The one who would not debate is now seen as vacuous and pointless. Tory poll ratings slid prior to the dementia debacle, they will now, no doubt, slip as May has been found out. Hung parliament at Westminster and what next?
John Edgar
Blackford

UNCERTAINTY from Theresa May, a wobble perhaps, as she performs a monumental U-turn on social care only four days after she launched her manifesto (Strong and stable goes all wobbly, The National, May 24). A manifesto she hailed as the way forward for social care!

But this is not the only inconsistency. Glaring differences have emerged between the UK and Scottish manifestos with Ruth Davidson declaring free prescription charges are OK in Scotland (SNP abolished charges in 2011) despite the UK manifesto clearly stating prescription charges in England will continue. Then there is the Conservative manifesto pledge to introduce means-testing for winter fuel allowance. This would not go ahead in a Conservative Scotland, Davidson claims! So are we witnessing internal wrangles within the Conservative Party, a scenario I thought was reserved for the Labour Party?
Catriona C Clark
Falkirk

THE campaign agenda for each of the Tory, Labour and LibDem parties in the recent local elections was to polarise attention on Scottish Independence. Every Unionist party leaflet concentrated on this with little if any indication of interest in local issues. The popular vote was overwhelmingly supportive of the SNP whose independence stance is recognised as in favour of a referendum, not “now”, but as indicated clearly and transparently by our First Minister, acting with the mandate from the Scottish Government.

What part of that position is not understood or accepted by Davidson, Dugdale or Rennie? The answer is they want Scotland to be forever in the thrall of Westminster and no amount of pseudo-patriotism or altruistic protestations by any of them will detract from that.

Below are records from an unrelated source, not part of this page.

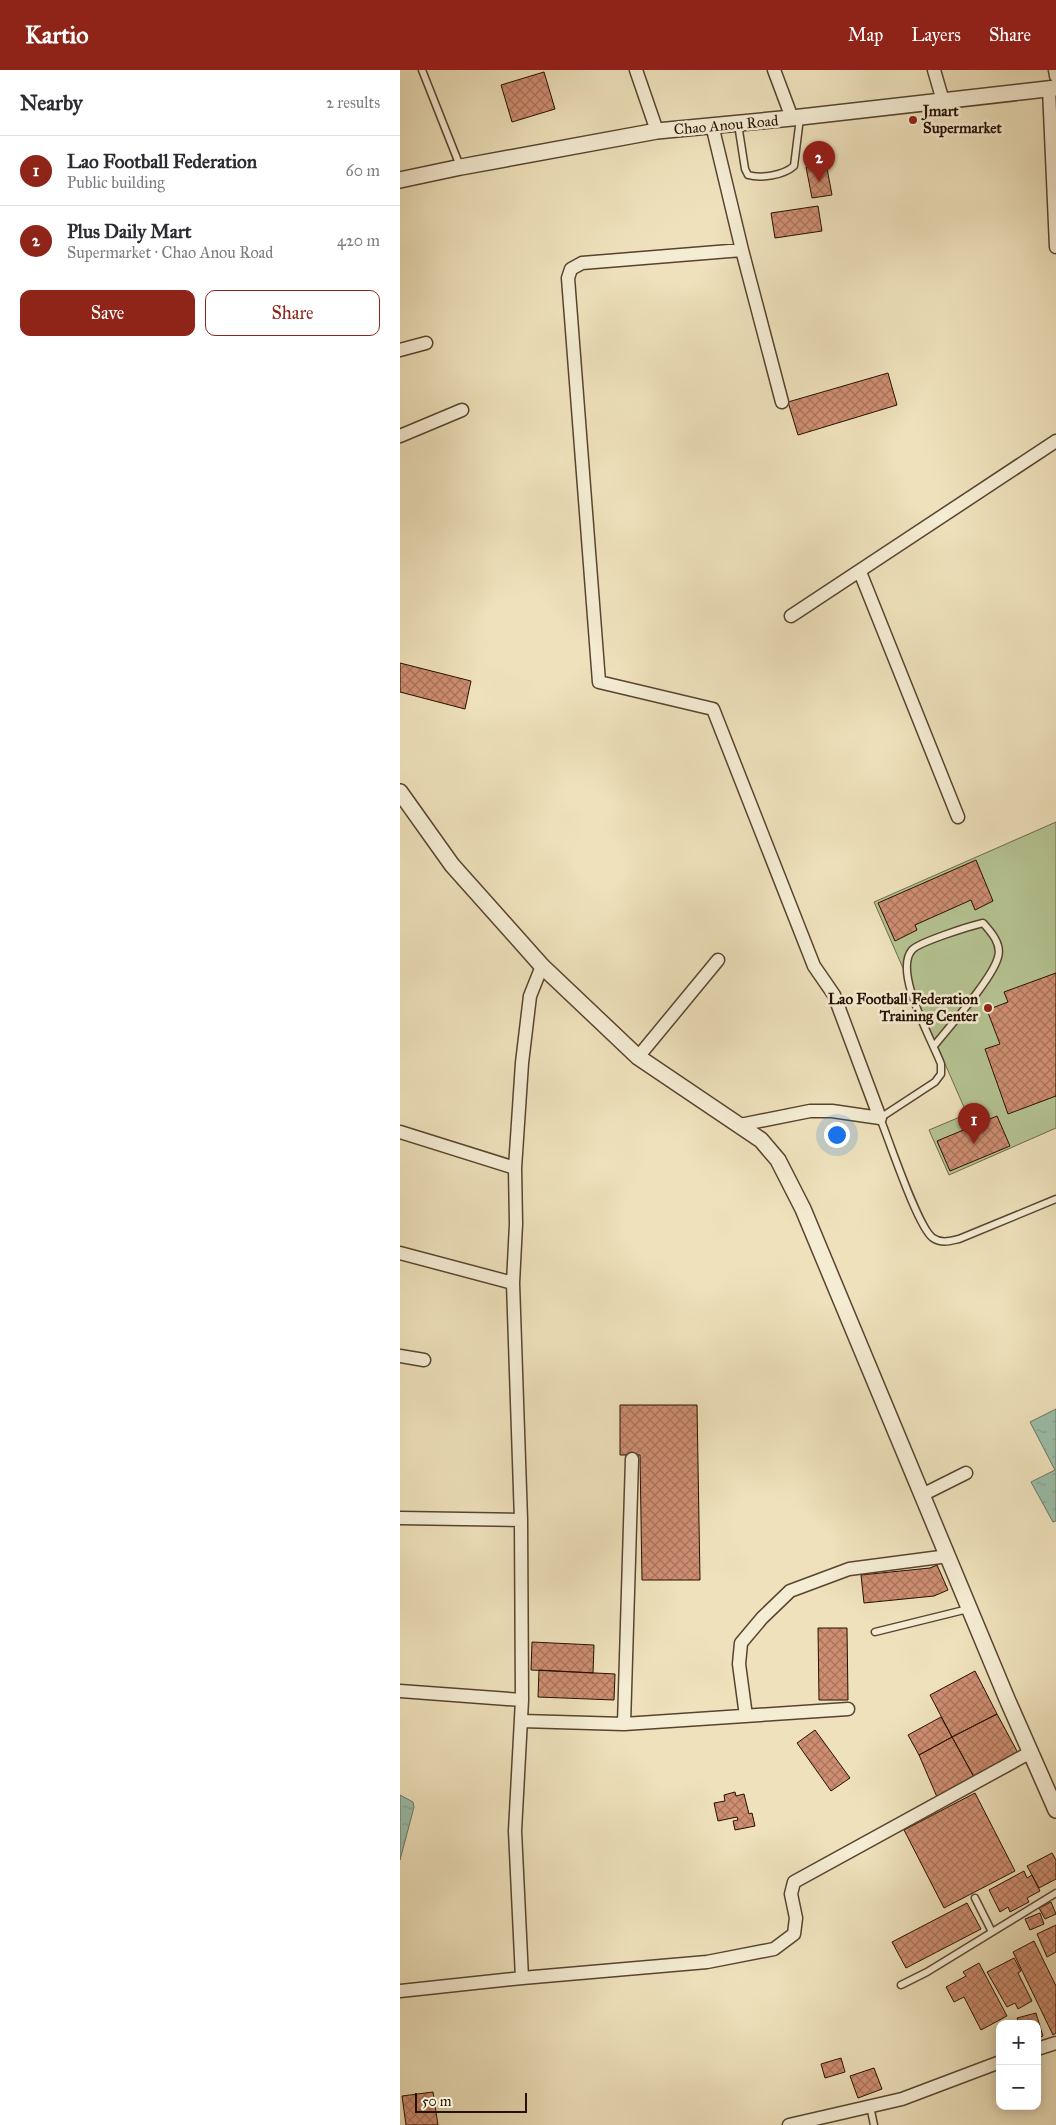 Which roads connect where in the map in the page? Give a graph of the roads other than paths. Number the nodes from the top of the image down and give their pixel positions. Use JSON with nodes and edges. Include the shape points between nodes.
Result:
{"nodes":[{"id":1,"x":422,"y":70,"type":"edge"},
{"id":2,"x":636,"y":70,"type":"edge"},
{"id":3,"x":774,"y":70,"type":"edge"},
{"id":4,"x":934,"y":70,"type":"edge"},
{"id":5,"x":1055,"y":70,"type":"edge"},
{"id":6,"x":1054,"y":85,"type":"edge"},
{"id":7,"x":943,"y":101,"type":"junction"},
{"id":8,"x":796,"y":118,"type":"junction"},
{"id":9,"x":738,"y":123,"type":"junction"},
{"id":10,"x":712,"y":125,"type":"junction"},
{"id":11,"x":656,"y":131,"type":"junction"},
{"id":12,"x":461,"y":167,"type":"junction"},
{"id":13,"x":400,"y":180,"type":"edge"},
{"id":14,"x":1056,"y":248,"type":"edge"},
{"id":15,"x":742,"y":250,"type":"junction"},
{"id":16,"x":426,"y":343,"type":"dead end"},
{"id":17,"x":400,"y":350,"type":"edge"},
{"id":18,"x":782,"y":402,"type":"dead end"},
{"id":19,"x":462,"y":410,"type":"dead end"},
{"id":20,"x":400,"y":436,"type":"edge"},
{"id":21,"x":1056,"y":441,"type":"edge"},
{"id":22,"x":860,"y":572,"type":"junction"},
{"id":23,"x":791,"y":616,"type":"dead end"},
{"id":24,"x":400,"y":792,"type":"edge"},
{"id":25,"x":958,"y":817,"type":"dead end"},
{"id":26,"x":718,"y":960,"type":"dead end"},
{"id":27,"x":542,"y":966,"type":"junction"},
{"id":28,"x":934,"y":1046,"type":"junction"},
{"id":29,"x":638,"y":1057,"type":"junction"},
{"id":30,"x":880,"y":1118,"type":"junction"},
{"id":31,"x":740,"y":1125,"type":"junction"},
{"id":32,"x":400,"y":1132,"type":"edge"},
{"id":33,"x":515,"y":1168,"type":"junction"},
{"id":34,"x":1056,"y":1199,"type":"edge"},
{"id":35,"x":400,"y":1253,"type":"edge"},
{"id":36,"x":513,"y":1283,"type":"junction"},
{"id":37,"x":400,"y":1356,"type":"edge"},
{"id":38,"x":424,"y":1360,"type":"dead end"},
{"id":39,"x":632,"y":1460,"type":"dead end"},
{"id":40,"x":966,"y":1473,"type":"dead end"},
{"id":41,"x":922,"y":1495,"type":"junction"},
{"id":42,"x":400,"y":1518,"type":"edge"},
{"id":43,"x":521,"y":1520,"type":"junction"},
{"id":44,"x":948,"y":1556,"type":"junction"},
{"id":45,"x":970,"y":1609,"type":"junction"},
{"id":46,"x":875,"y":1632,"type":"dead end"},
{"id":47,"x":400,"y":1691,"type":"edge"},
{"id":48,"x":522,"y":1700,"type":"junction"},
{"id":49,"x":848,"y":1709,"type":"dead end"},
{"id":50,"x":746,"y":1716,"type":"junction"},
{"id":51,"x":522,"y":1721,"type":"junction"},
{"id":52,"x":624,"y":1724,"type":"junction"},
{"id":53,"x":1031,"y":1752,"type":"junction"},
{"id":54,"x":1056,"y":1810,"type":"edge"},
{"id":55,"x":1056,"y":1893,"type":"edge"},
{"id":56,"x":975,"y":1898,"type":"dead end"},
{"id":57,"x":992,"y":1932,"type":"junction"},
{"id":58,"x":522,"y":1978,"type":"junction"},
{"id":59,"x":901,"y":1985,"type":"dead end"},
{"id":60,"x":400,"y":1992,"type":"edge"},
{"id":61,"x":1056,"y":2043,"type":"edge"},
{"id":62,"x":1041,"y":2048,"type":"edge"},
{"id":63,"x":996,"y":2064,"type":"edge"},
{"id":64,"x":870,"y":2106,"type":"junction"},
{"id":65,"x":789,"y":2125,"type":"edge"},
{"id":66,"x":874,"y":2125,"type":"edge"}],
"edges":[{"from":1,"to":12,"type":"lane"},
{"from":2,"to":11,"type":"street"},
{"from":3,"to":8,"type":"street"},
{"from":4,"to":7,"type":"street"},
{"from":5,"to":6,"type":"street"},
{"from":6,"to":7,"type":"street","name":"Chao Anou Road"},
{"from":6,"to":14,"type":"street"},
{"from":7,"to":8,"type":"street","name":"Chao Anou Road"},
{"from":8,"to":9,"type":"street","name":"Chao Anou Road"},
{"from":8,"to":9,"type":"lane","via":[[794,166],[789,171],[756,178],[748,175],[745,169]]},
{"from":9,"to":10,"type":"street","name":"Chao Anou Road"},
{"from":10,"to":11,"type":"street","name":"Chao Anou Road"},
{"from":10,"to":15,"type":"street"},
{"from":11,"to":12,"type":"street","name":"Chao Anou Road"},
{"from":12,"to":13,"type":"street","name":"Chao Anou Road"},
{"from":15,"to":18,"type":"street"},
{"from":15,"to":30,"type":"street","via":[[582,263],[571,269],[568,278],[600,682],[713,709],[814,966],[834,995]]},
{"from":16,"to":17,"type":"street"},
{"from":19,"to":20,"type":"street"},
{"from":21,"to":22,"type":"street"},
{"from":22,"to":23,"type":"street"},
{"from":22,"to":25,"type":"street"},
{"from":24,"to":27,"type":"street","via":[[452,864]]},
{"from":26,"to":29,"type":"street"},
{"from":27,"to":29,"type":"street"},
{"from":27,"to":33,"type":"street","via":[[530,996]]},
{"from":28,"to":28,"type":"lane","via":[[991,974],[999,956],[998,943],[982,923],[964,927],[912,949],[907,958],[905,971],[909,988]]},
{"from":28,"to":30,"type":"lane","via":[[941,1074],[935,1082]]},
{"from":29,"to":31,"type":"street"},
{"from":30,"to":31,"type":"street","via":[[832,1111],[810,1112]]},
{"from":30,"to":34,"type":"lane","via":[[917,1214],[934,1239],[944,1242],[960,1239]]},
{"from":31,"to":41,"type":"street","via":[[761,1140],[778,1160],[803,1209]]},
{"from":32,"to":33,"type":"street"},
{"from":33,"to":36,"type":"street"},
{"from":35,"to":36,"type":"street"},
{"from":36,"to":43,"type":"street"},
{"from":37,"to":38,"type":"street"},
{"from":39,"to":52,"type":"street"},
{"from":40,"to":41,"type":"street"},
{"from":41,"to":44,"type":"street"},
{"from":42,"to":43,"type":"street"},
{"from":43,"to":48,"type":"street"},
{"from":44,"to":45,"type":"street"},
{"from":44,"to":50,"type":"street","via":[[849,1570],[790,1591],[742,1643],[739,1664]]},
{"from":45,"to":46,"type":"lane"},
{"from":45,"to":53,"type":"street"},
{"from":47,"to":48,"type":"street"},
{"from":48,"to":51,"type":"street"},
{"from":49,"to":50,"type":"street"},
{"from":50,"to":52,"type":"street"},
{"from":51,"to":52,"type":"street"},
{"from":51,"to":58,"type":"street","via":[[516,1832]]},
{"from":53,"to":54,"type":"street"},
{"from":53,"to":58,"type":"street","via":[[794,1882],[791,1894],[796,1918],[794,1934],[774,1949],[707,1962]]},
{"from":55,"to":57,"type":"lane"},
{"from":56,"to":57,"type":"lane"},
{"from":57,"to":59,"type":"lane"},
{"from":58,"to":60,"type":"street"},
{"from":61,"to":62,"type":"street"},
{"from":63,"to":64,"type":"street","via":[[902,2099]]},
{"from":64,"to":65,"type":"street"},
{"from":64,"to":66,"type":"lane"}]}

The reality is that we have not benefited as we should have since 1945 in the tender care of Westminster, nor in fact since 1707.

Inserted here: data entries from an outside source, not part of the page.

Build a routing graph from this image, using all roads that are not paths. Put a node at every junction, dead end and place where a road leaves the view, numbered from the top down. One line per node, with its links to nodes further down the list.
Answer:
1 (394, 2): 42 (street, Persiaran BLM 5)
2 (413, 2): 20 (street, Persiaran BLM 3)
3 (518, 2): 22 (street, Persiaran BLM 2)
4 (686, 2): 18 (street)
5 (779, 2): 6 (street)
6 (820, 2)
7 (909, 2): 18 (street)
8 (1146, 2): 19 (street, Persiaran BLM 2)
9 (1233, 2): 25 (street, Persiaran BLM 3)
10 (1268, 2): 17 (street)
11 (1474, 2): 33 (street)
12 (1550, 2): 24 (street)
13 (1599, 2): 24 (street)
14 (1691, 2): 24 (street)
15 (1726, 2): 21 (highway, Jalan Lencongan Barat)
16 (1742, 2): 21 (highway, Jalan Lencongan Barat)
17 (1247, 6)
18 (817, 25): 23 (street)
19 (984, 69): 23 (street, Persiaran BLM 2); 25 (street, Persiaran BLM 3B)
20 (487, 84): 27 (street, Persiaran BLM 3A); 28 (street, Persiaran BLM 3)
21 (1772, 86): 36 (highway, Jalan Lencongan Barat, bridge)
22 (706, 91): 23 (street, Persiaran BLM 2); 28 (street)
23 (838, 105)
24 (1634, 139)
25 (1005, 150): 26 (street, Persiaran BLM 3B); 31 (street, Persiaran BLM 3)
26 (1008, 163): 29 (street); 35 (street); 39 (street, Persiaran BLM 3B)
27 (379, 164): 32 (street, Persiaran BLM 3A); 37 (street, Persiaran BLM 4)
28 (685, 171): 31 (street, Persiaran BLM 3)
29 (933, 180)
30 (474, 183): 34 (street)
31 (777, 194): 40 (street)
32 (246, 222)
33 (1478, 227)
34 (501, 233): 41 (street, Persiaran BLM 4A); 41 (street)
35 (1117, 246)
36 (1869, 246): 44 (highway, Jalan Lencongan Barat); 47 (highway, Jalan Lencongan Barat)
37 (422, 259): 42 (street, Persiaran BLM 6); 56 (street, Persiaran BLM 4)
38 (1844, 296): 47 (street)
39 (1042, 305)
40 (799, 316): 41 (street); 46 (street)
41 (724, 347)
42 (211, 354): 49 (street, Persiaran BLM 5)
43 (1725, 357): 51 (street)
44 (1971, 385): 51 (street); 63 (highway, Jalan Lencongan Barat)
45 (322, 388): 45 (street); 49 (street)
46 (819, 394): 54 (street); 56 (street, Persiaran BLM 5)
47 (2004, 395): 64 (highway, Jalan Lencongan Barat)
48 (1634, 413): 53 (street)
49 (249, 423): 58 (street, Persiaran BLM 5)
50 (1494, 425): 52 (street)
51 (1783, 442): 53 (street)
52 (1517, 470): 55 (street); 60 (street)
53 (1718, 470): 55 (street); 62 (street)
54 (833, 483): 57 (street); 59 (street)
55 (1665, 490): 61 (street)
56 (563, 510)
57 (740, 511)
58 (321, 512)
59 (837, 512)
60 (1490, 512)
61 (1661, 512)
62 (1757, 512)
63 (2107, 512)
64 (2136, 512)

Being truly patriotic or nationalist is neither extremist nor racist, but has a nobility to be proud of.
John Hamilton
Bearsden

IRONY indeed in Ruth Davidson’s Orwell Lecture last week. She seems to fit terribly well with the depiction of Mr Parsons in George Orwell’s 1984: “one of those completely unquestioning, devoted drudges on whom … the stability of the party depended.”

With a campaign style resembling a protracted “two minutes hate”, its mania mercilessly fixed on the SNP and a second indyref, it could remind one of that ideological aimlessness voiced by O’Brien in the same novel: “We are interested solely in power” for “the object of power is power”. Might we conjecture that Ruth’s political profligacy is nothing more than a servile and de-personalising devotion to the pursuit of that “strong and stable leadership” that we hear her big sister babbling on about from our own equivalents of Orwell’s telescreens?

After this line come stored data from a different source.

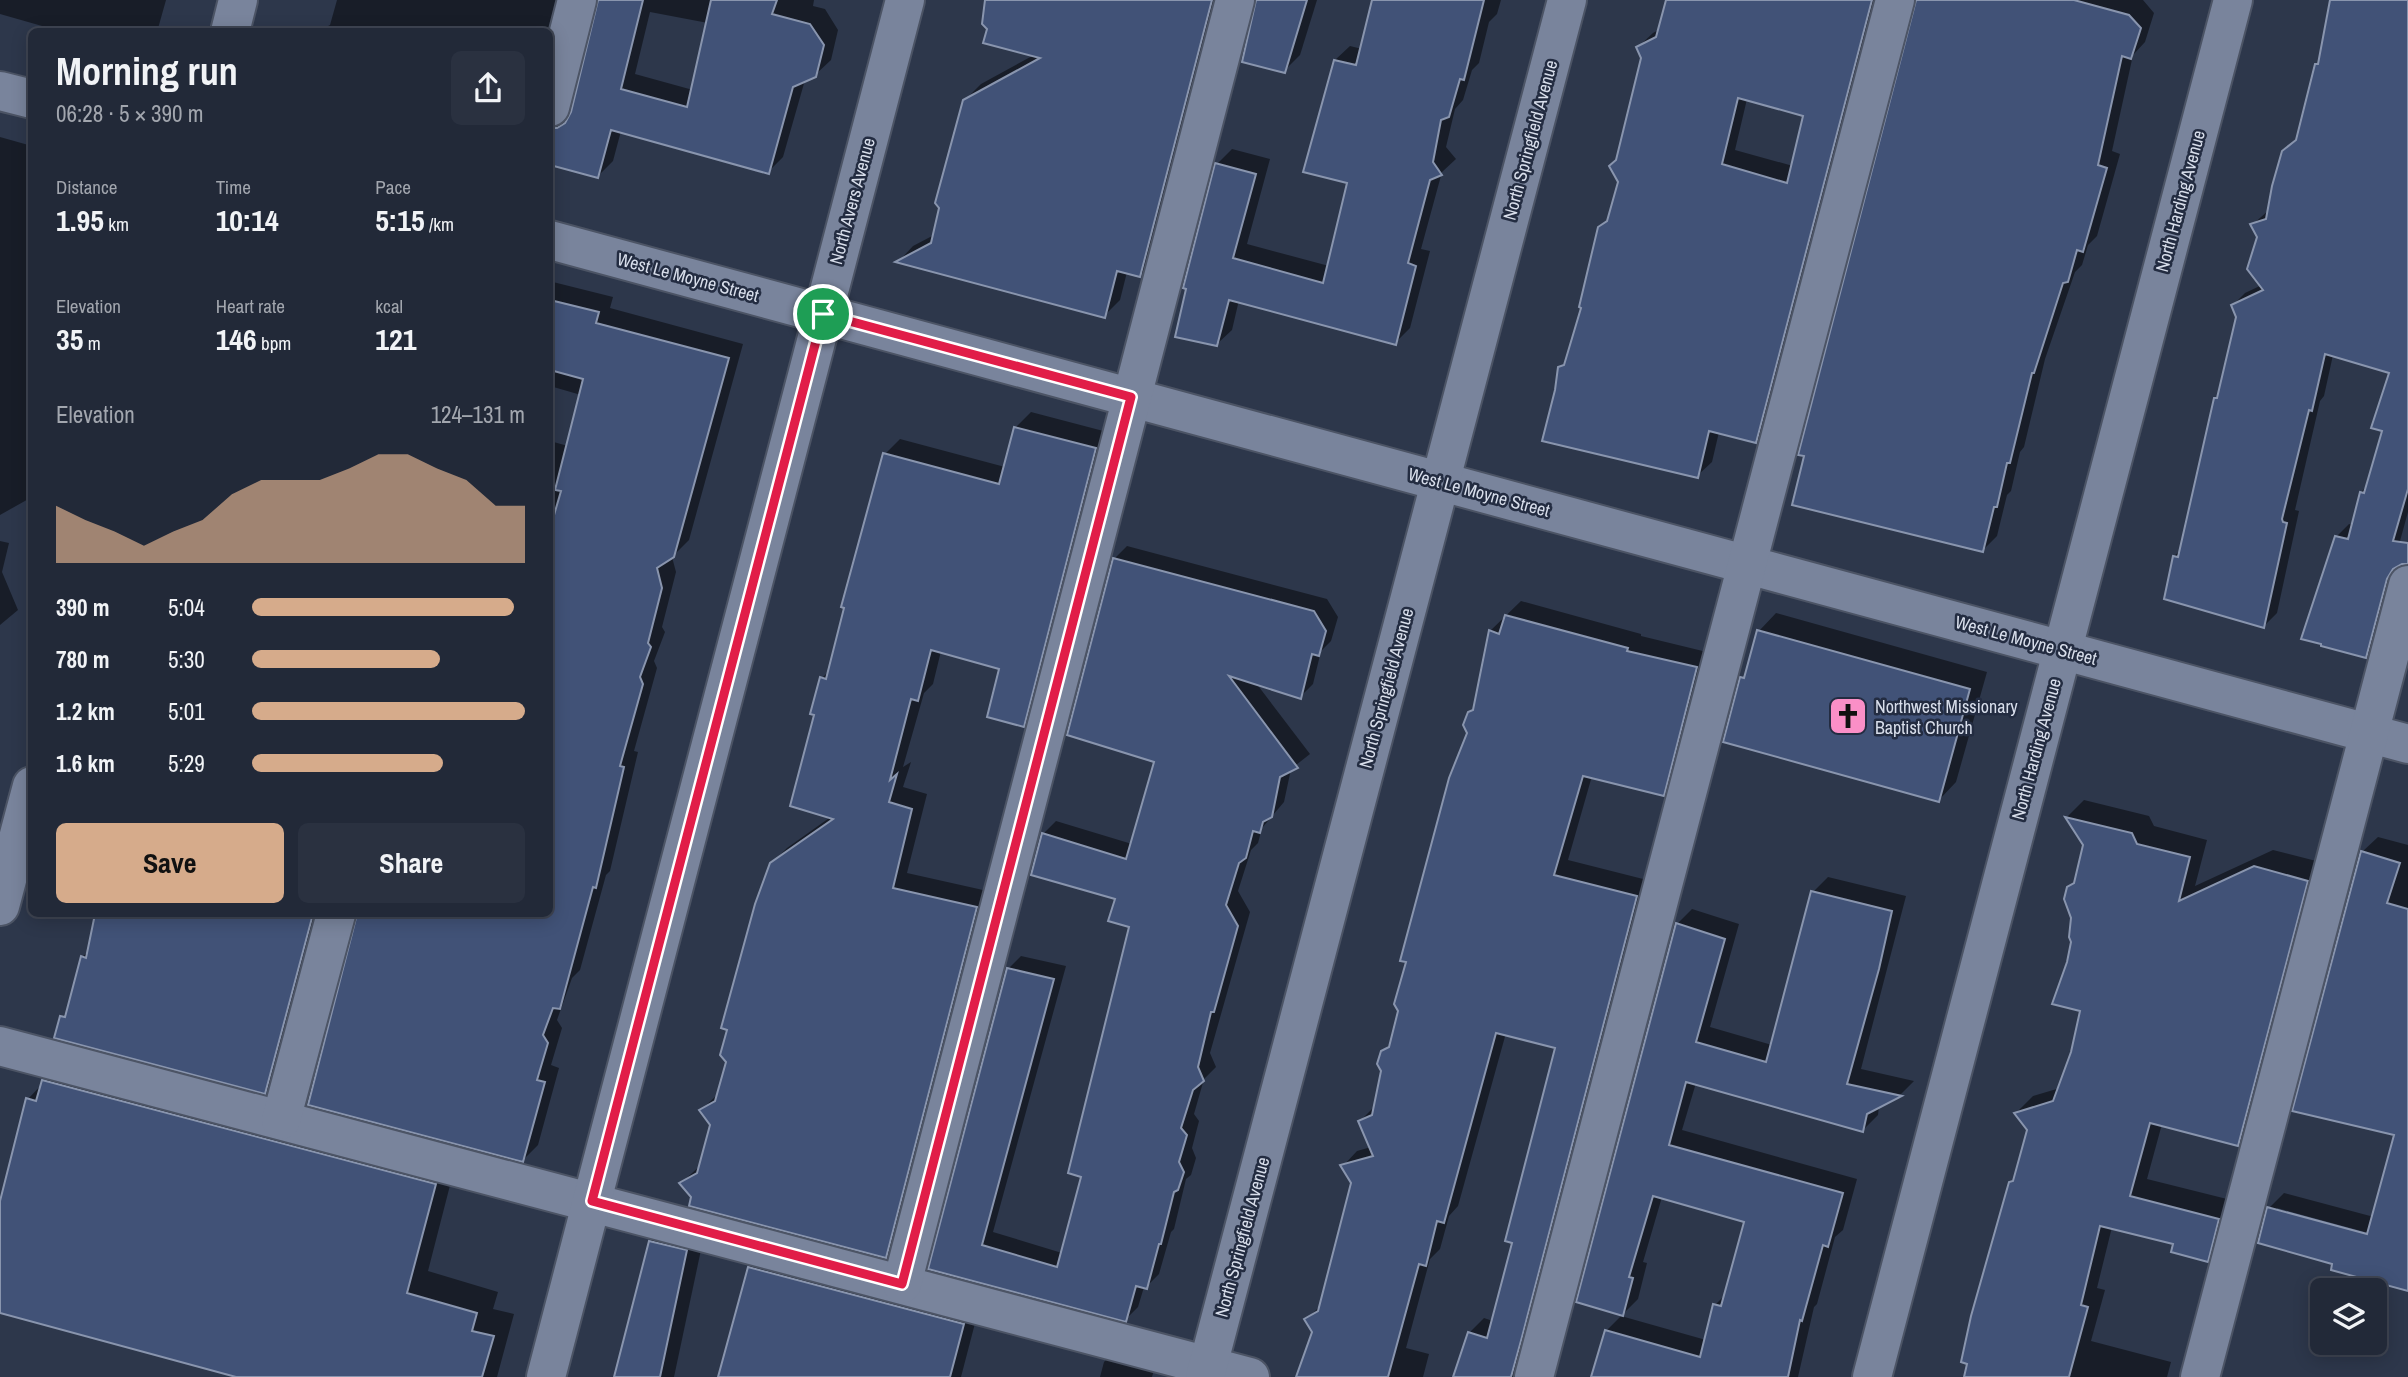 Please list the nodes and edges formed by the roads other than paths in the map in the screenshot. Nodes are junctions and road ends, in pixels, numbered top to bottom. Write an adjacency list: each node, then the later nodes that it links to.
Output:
1 (238, 0): 8 (street)
2 (577, 0): 10 (street)
3 (905, 0): 13 (street, North Avers Avenue)
4 (1236, 0): 14 (street)
5 (1567, 0): 15 (street, North Springfield Avenue)
6 (1895, 0): 16 (street)
7 (2233, 0): 18 (street, North Harding Avenue)
8 (231, 28)
9 (0, 91): 11 (street)
10 (553, 95)
11 (28, 98)
12 (553, 241): 13 (street, West Le Moyne Street)
13 (823, 314): 14 (street, West Le Moyne Street); 26 (street, North Avers Avenue)
14 (1131, 397): 15 (street, West Le Moyne Street); 27 (street)
15 (1440, 481): 16 (street, West Le Moyne Street); 28 (street, North Springfield Avenue)
16 (1748, 565): 18 (street, West Le Moyne Street); 31 (street)
17 (2408, 584): 19 (street)
18 (2062, 650): 19 (street, West Le Moyne Street); 32 (street, North Harding Avenue)
19 (2368, 733): 20 (street, West Le Moyne Street); 33 (street)
20 (2408, 744)
21 (28, 801): 22 (street)
22 (0, 906)
23 (335, 917): 25 (street)
24 (0, 1046): 25 (street)
25 (281, 1120): 26 (street)
26 (592, 1201): 27 (street); 29 (street, North Avers Avenue)
27 (902, 1284): 28 (street)
28 (1207, 1371): 30 (street)
29 (546, 1377)
30 (1250, 1377)
31 (1534, 1377)
32 (1872, 1377)
33 (2200, 1377)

Ruth on the rampage: a future with the Tories is unimaginable. Yet hope in a discerning Scottish electorate — in a nation with a long history of liberating “erroneous thoughts” — should help us desist from seeking comfort in the Victory Gin.
Patrick Hynes
Airdrie

FOR those who are thinking of voting Tory — be afraid. If May is given an even stronger mandate imagine the horrors she will impose. It is evident from her stance on social care that she is prepared to unleash all sorts of taxes on the elderly. Forget the consultation ploy and potential cap she has voiced today, it is just a ploy to buy time until after the election. Don’t get CONned by the CONservative & Unionist Party, or as they should be know the CON-U Party.

May is looking for votes and wants to turn the north blue. With the cut in winter fuel allowance there are many elderly who will turn blue!